— TASK STATEMENT —
Your response should be every line from the entries that includes the string "canvas".
Segment Start: MATERIAL FOR THIS EXERCISE
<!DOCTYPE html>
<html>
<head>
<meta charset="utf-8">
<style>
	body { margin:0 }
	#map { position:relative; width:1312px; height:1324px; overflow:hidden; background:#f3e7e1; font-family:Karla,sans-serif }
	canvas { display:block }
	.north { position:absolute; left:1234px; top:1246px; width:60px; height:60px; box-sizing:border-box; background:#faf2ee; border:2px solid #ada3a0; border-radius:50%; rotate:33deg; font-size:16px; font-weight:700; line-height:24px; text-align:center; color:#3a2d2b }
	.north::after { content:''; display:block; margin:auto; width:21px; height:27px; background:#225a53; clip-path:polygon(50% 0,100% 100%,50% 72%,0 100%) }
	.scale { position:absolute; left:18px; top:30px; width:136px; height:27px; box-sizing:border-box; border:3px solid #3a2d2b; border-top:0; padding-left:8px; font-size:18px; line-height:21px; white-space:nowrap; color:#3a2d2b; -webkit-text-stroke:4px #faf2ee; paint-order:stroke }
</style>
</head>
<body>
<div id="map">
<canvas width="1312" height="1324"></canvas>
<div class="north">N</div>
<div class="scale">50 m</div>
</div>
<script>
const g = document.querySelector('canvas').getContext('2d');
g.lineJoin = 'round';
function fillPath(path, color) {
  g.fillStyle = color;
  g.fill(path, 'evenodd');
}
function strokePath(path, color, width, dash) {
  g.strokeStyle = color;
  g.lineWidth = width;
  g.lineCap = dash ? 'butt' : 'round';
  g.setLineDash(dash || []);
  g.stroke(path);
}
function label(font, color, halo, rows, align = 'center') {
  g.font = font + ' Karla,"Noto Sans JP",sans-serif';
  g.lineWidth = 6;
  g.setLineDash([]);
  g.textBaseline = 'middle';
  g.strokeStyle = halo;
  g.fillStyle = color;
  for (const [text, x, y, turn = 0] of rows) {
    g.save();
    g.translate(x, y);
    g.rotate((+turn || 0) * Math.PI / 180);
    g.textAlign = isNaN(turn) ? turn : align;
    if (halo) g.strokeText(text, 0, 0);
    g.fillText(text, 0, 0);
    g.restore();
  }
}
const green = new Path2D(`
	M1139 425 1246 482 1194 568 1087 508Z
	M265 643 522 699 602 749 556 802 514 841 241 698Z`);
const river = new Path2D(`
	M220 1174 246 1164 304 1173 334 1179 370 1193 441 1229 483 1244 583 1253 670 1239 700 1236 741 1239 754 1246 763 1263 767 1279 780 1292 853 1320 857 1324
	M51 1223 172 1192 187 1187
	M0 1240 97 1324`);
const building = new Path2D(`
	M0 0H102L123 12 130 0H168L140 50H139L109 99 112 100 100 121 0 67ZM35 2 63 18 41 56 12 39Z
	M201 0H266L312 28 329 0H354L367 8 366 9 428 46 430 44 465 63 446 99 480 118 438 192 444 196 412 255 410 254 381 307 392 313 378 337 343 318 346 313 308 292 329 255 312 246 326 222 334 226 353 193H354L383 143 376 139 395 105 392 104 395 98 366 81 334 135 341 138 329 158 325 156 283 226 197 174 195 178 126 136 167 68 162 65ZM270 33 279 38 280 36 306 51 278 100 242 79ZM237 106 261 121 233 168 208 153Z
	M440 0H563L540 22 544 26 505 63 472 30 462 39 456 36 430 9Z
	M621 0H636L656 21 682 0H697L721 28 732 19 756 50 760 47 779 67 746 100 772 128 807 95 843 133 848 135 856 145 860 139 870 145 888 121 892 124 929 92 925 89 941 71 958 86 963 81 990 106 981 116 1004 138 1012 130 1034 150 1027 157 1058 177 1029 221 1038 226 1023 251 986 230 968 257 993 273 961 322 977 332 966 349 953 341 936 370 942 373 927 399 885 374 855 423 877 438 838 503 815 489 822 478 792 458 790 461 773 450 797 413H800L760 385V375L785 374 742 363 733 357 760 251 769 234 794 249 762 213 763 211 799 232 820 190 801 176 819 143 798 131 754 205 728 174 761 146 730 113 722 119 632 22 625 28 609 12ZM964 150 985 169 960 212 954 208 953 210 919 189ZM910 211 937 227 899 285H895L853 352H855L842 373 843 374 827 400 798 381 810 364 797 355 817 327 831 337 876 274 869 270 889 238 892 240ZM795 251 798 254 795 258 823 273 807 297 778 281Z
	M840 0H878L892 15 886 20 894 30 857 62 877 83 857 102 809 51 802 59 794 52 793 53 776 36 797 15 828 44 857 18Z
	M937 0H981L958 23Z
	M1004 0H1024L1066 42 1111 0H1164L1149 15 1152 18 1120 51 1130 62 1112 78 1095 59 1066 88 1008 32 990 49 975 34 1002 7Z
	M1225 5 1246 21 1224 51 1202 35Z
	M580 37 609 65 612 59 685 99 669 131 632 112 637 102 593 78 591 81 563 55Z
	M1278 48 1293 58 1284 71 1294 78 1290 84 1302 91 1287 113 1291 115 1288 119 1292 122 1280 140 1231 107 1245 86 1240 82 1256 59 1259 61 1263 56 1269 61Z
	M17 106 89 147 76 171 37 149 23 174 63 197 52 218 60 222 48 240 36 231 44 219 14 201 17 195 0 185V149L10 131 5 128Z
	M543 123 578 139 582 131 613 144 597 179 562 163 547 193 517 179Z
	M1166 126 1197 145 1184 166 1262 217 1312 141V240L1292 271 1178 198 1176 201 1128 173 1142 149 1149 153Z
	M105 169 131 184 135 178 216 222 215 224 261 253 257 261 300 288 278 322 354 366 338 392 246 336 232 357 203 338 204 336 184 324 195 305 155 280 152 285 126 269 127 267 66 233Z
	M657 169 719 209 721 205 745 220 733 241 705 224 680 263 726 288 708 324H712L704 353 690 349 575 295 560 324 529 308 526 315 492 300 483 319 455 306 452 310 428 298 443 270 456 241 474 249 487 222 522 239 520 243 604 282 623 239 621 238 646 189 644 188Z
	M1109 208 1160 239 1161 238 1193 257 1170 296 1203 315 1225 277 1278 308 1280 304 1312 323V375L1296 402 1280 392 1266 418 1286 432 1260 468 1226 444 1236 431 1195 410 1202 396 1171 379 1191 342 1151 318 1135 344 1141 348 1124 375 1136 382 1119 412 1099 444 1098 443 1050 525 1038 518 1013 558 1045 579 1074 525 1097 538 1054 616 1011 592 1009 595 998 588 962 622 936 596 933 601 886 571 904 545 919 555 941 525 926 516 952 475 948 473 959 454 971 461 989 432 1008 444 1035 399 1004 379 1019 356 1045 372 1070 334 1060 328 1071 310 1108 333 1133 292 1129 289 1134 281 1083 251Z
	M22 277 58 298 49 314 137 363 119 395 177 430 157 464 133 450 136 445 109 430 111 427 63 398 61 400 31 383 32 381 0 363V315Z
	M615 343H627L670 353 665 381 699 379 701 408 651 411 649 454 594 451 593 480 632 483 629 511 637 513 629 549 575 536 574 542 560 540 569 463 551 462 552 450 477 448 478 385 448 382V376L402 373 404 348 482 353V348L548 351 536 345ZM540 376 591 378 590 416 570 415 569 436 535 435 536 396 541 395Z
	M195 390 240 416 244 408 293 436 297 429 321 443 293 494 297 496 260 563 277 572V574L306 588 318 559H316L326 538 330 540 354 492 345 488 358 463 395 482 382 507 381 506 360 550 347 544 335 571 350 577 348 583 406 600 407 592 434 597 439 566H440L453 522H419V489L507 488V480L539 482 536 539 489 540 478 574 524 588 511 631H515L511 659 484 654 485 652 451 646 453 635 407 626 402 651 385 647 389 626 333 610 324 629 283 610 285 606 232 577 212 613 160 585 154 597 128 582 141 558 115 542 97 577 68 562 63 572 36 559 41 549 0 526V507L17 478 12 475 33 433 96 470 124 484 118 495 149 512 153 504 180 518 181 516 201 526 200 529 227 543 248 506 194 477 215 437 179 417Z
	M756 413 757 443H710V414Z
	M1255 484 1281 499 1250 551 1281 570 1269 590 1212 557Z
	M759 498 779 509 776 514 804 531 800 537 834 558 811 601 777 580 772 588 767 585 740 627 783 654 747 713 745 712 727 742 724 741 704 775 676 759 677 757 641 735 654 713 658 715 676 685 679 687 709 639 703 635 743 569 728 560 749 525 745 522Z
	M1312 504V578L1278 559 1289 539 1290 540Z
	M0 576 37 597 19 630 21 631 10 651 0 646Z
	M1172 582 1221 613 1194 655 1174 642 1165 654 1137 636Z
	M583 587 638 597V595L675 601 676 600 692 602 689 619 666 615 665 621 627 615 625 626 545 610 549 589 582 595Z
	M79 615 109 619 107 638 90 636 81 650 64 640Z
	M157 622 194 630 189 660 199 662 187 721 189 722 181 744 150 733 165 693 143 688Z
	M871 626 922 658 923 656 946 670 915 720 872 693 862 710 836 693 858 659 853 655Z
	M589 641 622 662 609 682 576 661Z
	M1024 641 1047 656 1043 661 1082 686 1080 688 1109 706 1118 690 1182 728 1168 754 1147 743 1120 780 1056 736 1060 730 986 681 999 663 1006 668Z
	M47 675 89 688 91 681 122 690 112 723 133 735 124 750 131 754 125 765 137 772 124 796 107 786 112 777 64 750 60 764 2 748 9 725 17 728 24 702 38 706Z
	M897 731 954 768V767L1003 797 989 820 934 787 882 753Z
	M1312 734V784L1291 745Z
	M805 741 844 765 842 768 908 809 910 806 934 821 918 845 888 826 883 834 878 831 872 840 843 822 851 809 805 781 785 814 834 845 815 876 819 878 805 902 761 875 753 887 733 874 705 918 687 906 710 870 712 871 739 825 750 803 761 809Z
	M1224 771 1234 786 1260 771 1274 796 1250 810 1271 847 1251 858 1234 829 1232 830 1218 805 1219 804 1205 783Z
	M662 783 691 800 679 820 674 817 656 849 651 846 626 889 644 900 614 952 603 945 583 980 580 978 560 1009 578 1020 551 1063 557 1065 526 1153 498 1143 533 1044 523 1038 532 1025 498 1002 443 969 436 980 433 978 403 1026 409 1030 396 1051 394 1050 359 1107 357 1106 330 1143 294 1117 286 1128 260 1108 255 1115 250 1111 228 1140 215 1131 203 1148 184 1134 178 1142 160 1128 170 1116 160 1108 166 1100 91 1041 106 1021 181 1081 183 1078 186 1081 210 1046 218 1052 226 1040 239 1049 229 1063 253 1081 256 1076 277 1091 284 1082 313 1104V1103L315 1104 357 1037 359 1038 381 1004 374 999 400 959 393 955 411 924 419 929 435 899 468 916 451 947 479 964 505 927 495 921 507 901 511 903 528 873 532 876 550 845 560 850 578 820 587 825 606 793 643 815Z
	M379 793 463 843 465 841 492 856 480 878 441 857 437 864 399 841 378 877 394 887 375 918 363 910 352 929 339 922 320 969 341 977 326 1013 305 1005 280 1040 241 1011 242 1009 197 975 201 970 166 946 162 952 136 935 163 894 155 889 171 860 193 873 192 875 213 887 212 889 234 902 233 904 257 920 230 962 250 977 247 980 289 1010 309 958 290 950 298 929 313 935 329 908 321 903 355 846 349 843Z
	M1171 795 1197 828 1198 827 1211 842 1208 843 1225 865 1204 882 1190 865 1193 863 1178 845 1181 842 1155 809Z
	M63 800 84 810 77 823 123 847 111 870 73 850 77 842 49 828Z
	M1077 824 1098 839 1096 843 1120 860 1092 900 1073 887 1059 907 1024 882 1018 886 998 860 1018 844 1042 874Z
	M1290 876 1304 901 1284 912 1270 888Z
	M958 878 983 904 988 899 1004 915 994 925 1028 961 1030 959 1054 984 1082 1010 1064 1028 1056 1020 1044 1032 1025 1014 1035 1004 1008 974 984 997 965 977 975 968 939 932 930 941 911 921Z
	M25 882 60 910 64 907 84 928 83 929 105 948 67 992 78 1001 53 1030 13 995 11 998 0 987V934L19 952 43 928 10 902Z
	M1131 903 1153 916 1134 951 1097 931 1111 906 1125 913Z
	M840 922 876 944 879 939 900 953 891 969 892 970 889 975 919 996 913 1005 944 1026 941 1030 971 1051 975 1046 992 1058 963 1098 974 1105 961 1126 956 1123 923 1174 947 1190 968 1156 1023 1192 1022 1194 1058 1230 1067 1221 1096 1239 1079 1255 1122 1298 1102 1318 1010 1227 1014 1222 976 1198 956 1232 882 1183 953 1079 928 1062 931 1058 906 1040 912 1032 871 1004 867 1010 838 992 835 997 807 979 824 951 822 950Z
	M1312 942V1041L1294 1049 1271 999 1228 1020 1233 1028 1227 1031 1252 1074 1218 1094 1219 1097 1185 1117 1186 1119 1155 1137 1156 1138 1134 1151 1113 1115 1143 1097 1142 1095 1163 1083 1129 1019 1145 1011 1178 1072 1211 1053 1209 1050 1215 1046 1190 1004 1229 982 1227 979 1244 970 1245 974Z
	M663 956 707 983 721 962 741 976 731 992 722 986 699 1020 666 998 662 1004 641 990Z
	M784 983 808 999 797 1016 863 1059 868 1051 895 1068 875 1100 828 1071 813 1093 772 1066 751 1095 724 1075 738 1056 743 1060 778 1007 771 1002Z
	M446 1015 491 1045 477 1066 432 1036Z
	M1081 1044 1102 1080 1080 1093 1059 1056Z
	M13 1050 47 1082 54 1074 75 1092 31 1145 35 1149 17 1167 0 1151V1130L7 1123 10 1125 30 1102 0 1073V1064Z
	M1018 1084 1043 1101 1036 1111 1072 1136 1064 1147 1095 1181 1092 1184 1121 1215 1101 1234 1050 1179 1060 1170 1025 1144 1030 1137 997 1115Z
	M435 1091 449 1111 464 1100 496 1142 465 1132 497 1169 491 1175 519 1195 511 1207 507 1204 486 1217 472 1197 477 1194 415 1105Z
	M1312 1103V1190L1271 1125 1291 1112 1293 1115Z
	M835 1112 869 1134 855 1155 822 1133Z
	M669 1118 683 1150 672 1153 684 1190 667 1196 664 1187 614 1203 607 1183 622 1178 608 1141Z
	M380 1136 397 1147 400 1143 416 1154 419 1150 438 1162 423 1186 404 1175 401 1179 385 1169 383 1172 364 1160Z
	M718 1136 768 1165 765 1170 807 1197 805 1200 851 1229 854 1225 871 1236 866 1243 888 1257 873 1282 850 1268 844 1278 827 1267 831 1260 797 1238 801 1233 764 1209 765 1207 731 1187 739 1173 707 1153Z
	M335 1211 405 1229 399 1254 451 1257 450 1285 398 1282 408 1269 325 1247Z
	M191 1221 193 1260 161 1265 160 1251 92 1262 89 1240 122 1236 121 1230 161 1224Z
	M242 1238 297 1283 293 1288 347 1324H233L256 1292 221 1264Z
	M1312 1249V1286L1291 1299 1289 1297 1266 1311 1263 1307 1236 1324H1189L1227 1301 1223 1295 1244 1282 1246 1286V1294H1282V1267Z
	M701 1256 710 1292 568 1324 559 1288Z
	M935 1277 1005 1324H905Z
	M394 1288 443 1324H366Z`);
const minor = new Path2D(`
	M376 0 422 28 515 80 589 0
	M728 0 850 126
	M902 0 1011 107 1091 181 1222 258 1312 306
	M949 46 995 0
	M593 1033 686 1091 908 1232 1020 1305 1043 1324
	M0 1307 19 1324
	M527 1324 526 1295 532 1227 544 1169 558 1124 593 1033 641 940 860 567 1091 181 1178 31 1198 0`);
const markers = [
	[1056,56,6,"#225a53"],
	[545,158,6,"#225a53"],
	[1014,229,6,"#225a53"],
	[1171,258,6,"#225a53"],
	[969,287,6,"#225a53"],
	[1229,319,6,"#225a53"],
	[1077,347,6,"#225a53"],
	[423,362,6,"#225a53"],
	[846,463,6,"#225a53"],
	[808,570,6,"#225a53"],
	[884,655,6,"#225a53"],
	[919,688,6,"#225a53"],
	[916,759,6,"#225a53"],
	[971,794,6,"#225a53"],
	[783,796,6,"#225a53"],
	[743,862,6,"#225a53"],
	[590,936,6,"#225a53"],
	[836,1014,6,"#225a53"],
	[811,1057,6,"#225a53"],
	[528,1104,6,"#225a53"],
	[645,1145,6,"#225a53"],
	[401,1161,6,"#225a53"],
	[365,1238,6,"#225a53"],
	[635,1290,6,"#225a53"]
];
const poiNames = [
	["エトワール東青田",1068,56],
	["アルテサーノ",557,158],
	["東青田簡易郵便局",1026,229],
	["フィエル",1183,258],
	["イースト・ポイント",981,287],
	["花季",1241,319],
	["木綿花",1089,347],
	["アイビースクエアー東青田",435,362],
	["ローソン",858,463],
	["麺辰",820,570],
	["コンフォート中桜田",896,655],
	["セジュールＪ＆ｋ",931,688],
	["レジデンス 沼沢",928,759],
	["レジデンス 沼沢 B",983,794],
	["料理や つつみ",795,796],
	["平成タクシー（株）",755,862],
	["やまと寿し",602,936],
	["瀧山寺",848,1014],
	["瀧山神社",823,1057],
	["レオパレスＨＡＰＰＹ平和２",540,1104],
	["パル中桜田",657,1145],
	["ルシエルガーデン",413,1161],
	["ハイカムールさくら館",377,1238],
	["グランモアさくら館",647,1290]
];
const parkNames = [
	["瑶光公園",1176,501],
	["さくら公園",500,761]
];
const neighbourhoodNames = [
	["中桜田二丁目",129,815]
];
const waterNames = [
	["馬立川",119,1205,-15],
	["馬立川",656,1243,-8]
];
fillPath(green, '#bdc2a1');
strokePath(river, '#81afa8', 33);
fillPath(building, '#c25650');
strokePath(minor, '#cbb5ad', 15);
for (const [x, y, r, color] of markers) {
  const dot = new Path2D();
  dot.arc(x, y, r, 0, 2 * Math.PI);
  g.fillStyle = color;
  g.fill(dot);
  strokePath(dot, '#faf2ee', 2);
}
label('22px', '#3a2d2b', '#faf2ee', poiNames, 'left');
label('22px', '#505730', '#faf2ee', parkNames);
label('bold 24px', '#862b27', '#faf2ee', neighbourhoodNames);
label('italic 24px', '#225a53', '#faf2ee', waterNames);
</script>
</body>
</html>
Segment End: MATERIAL FOR THIS EXERCISE
— TASK RESPONSE —
	canvas { display:block }
<canvas width="1312" height="1324"></canvas>
const g = document.querySelector('canvas').getContext('2d');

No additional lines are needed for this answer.